Ce matin un commentaire d'Alain B. et voilà mon projet de note autour de Montaigne et de l'émission de jeudi dernier, Une vie, une Œuvre, repoussé à un autre jour, parce qu'Alain cite un voyage en Vendômois, à la Possonière, manoir de Ronsard.
J'ai, à la suite de mes lectures de Michel Chaillou le "sentiment géographique" très développé qui m'est un puissant excitant à l'ouverture d'une œuvre.
Je ne quitterai donc point ce cher XVIe siècle, j'ouvre les Amours de Marie, cette brune Fleur angevine, paysanne pucelle de quinze ans. Alain soutient que Ronsard est le poète le moins superficiel de la langue française ; ça me chiffonne un peu pour mon Du Bellay préféré.
J'ai passé un après-midi enchanteur et ensoleillé dans les allitérations, les pétraquismes, les yeux, les poils, les roses, les herbages, les tétins, les aporismes et l'élégie la plus ivre : je suis revenu avec ce geste désespéré que j'adresse à Alain, mon compagnon de bord de mer qui a le mal de mer, mais célèbre si bien dans ses images et la mer, et les roses, et la femme.

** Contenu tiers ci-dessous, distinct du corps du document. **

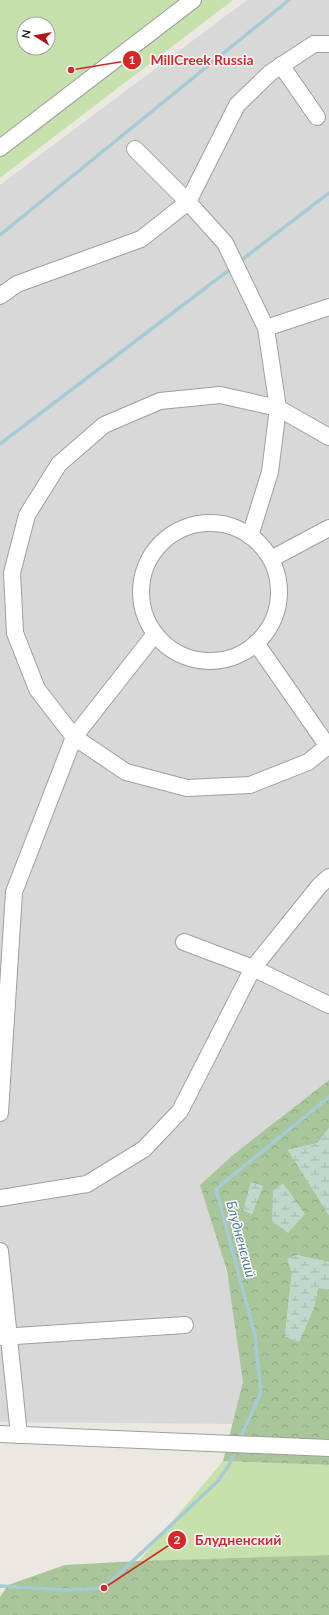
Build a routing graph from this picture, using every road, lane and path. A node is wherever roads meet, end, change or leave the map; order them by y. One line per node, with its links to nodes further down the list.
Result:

Je veux, me souvenant de ma gentille Amie,
Boire ce soir d'autant, et pource, Corydon,
Fais remplir mes flacons, et verse à l'abandon
Du vin pour réjouir toute la compagnie.

Soit que m'amie ait nom ou Cassandre ou Marie,
Neuf fois je m'en vais boire aux lettres de son nom,
...........................................................
..........................................................
Gagnons ce jour ici, trompons notre trépas :
Peut-être que demain nous ne reboirons pas.
S'attendre au lendemain n'est pas chose trop prête.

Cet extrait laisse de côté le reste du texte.